Likewise, she feels Modernism's geometric perfection--as seen in Pierre Koenig's Case Study House #21 (1958; top left and bottom right), Charles and Ray Eames's CSH #8 (1949; top right), and Killingsworth, Brady & Smith's CSH #25 (1962; bottom left)--is a denial of our inherent emotional messiness.
Julius Shulman
A portrait painter, Tanya kept her studio in perfect order. Everything was composed--clean brushes, heavy easel, sitter's chair--like objects in a contemporary Vermeer. Her house stood in homage to all things essential and elegant, designed and controlled. It was a refusal of all things illogical, perplexing, and--I must say it--typically Russian. (You'll notice how quickly Constructivism came and went in the USSR. Some say it was a political crackdown. I say it was a bad fit with the Russian mind: too much white space, not enough mumbling and bowing or murky lampada light.) Tanya was my first Modernist. Though I did not know what a Modernist was, the dappled light on her bamboo terrace spoke to me of a heaven where all things were clean and free of dark corners, arranged on a perfect white rectangle. I kept that world in the back of my mind, as a bunker of calm. It was a place I could go to should the going get too confused.

When our car stopped in front of Marinka's house in Davis, our family plunged into a place that looked as if a small incendiary device had gone off right before our arrival. This was the kind of thing that we were used to--my mother had a penchant for making something out of nothing--and none of us thought anything of eating around a dinner table on which a large sewing machine sat at one end.

Marinka was a costume designer. To sit, one had to move the stack of half-finished velvet doublets lying on the sofa or redistribute the feather masks piled on the chairs. Expressionist paintings leaned three deep along the walls. It was warm and creative and inclusive, but it was too much like home for me. I kept thinking back to Tanya's house--the order, the white, the light.
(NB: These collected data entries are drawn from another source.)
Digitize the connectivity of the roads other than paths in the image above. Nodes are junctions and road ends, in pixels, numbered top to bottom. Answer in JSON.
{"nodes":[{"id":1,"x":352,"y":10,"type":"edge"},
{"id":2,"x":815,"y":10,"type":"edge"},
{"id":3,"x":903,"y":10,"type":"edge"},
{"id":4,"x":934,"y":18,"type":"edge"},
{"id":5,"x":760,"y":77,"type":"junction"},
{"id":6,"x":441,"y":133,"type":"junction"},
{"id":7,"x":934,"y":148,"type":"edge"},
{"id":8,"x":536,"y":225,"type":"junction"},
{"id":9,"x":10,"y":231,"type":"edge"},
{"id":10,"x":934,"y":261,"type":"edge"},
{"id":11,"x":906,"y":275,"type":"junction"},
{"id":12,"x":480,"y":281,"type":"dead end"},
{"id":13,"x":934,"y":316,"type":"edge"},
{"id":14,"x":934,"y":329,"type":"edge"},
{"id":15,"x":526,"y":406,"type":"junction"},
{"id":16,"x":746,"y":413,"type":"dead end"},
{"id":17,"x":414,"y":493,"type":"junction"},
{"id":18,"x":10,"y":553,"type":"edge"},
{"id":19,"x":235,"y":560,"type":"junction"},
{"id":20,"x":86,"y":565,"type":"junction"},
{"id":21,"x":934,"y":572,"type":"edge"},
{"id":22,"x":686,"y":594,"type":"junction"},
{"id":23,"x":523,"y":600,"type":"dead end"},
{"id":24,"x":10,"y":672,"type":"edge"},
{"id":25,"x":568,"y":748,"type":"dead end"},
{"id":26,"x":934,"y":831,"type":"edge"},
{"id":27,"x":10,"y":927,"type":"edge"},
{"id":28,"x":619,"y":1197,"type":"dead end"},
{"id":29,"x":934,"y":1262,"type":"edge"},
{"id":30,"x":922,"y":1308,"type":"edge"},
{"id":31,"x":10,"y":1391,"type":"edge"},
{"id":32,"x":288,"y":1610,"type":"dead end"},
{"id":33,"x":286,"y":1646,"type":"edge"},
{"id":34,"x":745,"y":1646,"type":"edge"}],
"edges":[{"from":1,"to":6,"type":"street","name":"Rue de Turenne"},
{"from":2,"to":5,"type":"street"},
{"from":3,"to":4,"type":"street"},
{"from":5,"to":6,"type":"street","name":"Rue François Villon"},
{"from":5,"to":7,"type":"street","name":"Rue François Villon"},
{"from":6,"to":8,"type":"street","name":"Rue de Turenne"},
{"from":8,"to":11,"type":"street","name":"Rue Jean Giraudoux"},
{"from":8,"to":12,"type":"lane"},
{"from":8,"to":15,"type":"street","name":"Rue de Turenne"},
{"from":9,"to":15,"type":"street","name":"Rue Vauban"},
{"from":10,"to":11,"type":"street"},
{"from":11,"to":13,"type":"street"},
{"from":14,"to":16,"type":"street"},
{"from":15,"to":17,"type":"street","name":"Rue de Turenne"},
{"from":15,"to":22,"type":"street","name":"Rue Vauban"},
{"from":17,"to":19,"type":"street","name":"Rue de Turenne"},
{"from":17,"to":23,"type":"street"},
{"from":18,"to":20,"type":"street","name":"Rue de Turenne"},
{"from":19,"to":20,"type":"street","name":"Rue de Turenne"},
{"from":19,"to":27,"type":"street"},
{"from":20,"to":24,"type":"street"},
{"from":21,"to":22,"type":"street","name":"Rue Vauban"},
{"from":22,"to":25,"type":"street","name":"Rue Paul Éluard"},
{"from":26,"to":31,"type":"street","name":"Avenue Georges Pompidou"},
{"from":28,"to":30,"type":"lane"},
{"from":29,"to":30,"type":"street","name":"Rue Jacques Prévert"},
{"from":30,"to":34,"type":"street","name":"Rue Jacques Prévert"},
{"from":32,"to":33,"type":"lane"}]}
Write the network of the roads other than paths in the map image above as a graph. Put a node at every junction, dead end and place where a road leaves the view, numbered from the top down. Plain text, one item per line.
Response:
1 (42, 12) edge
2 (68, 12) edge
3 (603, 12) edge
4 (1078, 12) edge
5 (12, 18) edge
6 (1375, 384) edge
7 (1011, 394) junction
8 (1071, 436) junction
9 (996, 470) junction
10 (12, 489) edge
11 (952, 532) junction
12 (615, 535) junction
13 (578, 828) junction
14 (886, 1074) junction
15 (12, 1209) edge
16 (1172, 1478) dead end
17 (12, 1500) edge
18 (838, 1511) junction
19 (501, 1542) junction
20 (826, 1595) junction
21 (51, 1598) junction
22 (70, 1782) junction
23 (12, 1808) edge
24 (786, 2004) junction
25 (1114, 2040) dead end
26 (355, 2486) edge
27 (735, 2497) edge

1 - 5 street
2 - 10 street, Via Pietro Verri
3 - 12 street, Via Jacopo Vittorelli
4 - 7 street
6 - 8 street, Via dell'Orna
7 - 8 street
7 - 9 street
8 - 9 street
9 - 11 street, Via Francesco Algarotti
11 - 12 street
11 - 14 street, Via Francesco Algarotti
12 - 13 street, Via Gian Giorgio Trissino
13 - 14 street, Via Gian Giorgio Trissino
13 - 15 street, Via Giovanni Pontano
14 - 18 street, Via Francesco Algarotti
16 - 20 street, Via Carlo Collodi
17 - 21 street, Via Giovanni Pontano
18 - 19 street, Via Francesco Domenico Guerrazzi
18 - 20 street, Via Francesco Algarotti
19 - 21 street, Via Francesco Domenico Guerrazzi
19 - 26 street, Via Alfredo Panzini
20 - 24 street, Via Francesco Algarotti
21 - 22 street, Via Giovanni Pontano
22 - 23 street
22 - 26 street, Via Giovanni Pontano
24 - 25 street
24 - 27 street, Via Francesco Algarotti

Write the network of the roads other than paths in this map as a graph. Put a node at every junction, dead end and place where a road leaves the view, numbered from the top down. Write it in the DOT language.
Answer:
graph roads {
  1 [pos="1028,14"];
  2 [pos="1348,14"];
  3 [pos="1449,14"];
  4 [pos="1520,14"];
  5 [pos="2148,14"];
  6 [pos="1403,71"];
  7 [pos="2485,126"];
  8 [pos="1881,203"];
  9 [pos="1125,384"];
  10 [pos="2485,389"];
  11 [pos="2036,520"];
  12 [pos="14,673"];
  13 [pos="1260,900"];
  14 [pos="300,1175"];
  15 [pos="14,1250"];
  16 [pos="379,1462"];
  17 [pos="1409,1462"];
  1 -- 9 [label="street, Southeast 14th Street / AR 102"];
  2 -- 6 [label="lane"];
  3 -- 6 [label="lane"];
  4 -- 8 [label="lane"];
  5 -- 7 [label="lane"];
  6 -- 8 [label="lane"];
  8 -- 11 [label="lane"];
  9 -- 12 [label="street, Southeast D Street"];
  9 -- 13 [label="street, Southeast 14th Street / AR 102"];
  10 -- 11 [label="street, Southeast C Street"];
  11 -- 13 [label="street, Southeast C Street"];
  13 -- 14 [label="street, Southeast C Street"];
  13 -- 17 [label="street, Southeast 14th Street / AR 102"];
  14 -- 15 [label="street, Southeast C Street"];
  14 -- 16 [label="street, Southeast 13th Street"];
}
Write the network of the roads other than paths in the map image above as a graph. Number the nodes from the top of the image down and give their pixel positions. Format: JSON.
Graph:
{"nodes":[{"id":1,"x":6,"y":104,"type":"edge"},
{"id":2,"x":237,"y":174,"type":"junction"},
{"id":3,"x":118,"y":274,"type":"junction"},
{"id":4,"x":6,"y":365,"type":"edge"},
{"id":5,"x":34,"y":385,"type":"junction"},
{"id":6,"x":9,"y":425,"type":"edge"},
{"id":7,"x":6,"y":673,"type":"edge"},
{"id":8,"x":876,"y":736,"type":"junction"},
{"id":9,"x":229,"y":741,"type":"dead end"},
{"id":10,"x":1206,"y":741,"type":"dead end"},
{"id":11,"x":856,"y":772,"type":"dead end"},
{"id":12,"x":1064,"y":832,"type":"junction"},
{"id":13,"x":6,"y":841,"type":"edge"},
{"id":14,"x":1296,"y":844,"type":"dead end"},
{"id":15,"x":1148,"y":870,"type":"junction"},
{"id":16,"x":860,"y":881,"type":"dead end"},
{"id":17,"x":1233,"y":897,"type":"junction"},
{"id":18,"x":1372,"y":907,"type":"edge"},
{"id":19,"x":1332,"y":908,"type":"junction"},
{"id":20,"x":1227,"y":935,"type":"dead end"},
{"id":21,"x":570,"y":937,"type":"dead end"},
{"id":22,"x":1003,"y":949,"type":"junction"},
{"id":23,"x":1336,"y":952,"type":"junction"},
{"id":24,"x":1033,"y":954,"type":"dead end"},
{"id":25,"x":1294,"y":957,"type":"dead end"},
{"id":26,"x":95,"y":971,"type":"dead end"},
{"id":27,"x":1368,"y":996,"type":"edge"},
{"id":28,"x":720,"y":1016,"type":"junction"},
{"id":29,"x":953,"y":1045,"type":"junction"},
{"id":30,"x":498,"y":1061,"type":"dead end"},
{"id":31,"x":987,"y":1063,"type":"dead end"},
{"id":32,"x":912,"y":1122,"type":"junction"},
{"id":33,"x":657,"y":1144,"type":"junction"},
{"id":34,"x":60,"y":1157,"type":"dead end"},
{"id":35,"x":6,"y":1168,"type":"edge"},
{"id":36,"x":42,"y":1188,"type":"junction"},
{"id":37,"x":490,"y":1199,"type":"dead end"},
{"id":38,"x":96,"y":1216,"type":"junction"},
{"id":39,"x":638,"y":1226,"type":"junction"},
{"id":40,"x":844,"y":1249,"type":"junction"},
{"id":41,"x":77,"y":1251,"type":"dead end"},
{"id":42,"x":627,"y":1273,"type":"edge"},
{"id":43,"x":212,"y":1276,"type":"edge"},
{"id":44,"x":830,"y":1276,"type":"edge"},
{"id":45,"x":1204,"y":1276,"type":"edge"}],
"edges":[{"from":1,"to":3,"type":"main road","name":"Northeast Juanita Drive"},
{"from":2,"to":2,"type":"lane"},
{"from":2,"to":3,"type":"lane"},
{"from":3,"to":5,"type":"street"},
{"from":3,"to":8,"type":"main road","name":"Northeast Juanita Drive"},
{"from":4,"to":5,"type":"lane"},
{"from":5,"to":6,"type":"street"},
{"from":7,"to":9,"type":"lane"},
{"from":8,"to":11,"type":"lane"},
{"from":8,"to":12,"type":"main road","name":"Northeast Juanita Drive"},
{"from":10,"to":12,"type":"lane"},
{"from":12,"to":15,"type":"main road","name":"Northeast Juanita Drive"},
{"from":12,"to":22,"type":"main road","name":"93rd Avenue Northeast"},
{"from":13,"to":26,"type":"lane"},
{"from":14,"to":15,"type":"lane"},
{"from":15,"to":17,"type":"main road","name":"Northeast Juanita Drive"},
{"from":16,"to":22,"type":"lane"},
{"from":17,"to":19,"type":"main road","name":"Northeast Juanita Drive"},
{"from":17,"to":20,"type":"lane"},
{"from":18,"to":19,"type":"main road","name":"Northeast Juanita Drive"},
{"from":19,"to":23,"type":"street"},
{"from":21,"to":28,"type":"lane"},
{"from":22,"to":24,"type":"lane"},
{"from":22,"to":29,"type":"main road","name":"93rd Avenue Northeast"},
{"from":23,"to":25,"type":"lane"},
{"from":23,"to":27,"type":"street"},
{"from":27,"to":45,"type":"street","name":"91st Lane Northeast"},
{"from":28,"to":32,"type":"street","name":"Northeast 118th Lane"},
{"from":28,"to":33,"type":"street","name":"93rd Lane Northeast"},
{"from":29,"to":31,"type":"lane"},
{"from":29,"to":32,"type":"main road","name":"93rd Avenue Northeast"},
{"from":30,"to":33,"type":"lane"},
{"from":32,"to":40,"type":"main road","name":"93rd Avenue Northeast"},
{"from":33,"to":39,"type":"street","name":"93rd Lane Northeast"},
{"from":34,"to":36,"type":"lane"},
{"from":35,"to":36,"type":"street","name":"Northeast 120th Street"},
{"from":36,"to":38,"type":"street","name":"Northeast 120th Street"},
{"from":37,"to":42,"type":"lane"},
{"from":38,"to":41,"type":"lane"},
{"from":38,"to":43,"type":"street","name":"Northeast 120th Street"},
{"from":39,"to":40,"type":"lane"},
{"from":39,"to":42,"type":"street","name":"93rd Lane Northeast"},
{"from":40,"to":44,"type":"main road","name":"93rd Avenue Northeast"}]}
By the time I was 20 I had cultivated Tanya's minimalism--the same cool, the same calm--except I wore longer black jeans and lower black boots. Sadly, all this was not innate, and something broke in my forties.

These vernacular examples of International Style architecture, with their whimsical decorative elements, attempt to embrace a fuller range of human nature.
Judy Fiskin
As the years went by Tanya slipped into reclusion. She would sit silently for hours, pondering her topiary, then gathering her nerve, make the thought-through cut. She began avoiding other people, preferring the company of her secateurs, and finally wafted into a home for the aged, where she is today. Marinka continued to mix it up. She listened to the love lives of her students while the pasta water boiled; she listened to the love lives of their professors. She did not comment on overlap. She listened to the political woes of university administrators (the love-life substitute of the career educator), and when she died they named a building after her.

I followed Tanya. I wanted that streamlined life. I went to design school; memorized the names, objects, and theories; and later taught the names, objects, and theories. And it was only a while ago that I understood how much I had denied myself. For me, Tanya and Marinka represent the two halves of human life, human consciousness. Our bodies are dual: two legs, two arms, two feet. Our brains are dual: left and right. Sex is dual. Language is dual, depending on a speaker and a listener. But when we design today, we work in a language and mind-set that is not dual.

As a student I sat in the dark and watched the same design-history slides every other student watches--images that begin with the caves at Lascaux and end with someone like Irma Boom or Tadao Ando or Mark Kapka. These slides link together the unlinked. They make design's past appear seamless and premeditated--a logical progression out of the caves and into the sunlight. It is as though only Tanya lived, as though a celestial plan of progression is borne out in those slides, as if it was only a matter of time until, say, Futurism developed from all that had gone before it. This is hogwash: it's picking up only one warp thread of a wide weaving.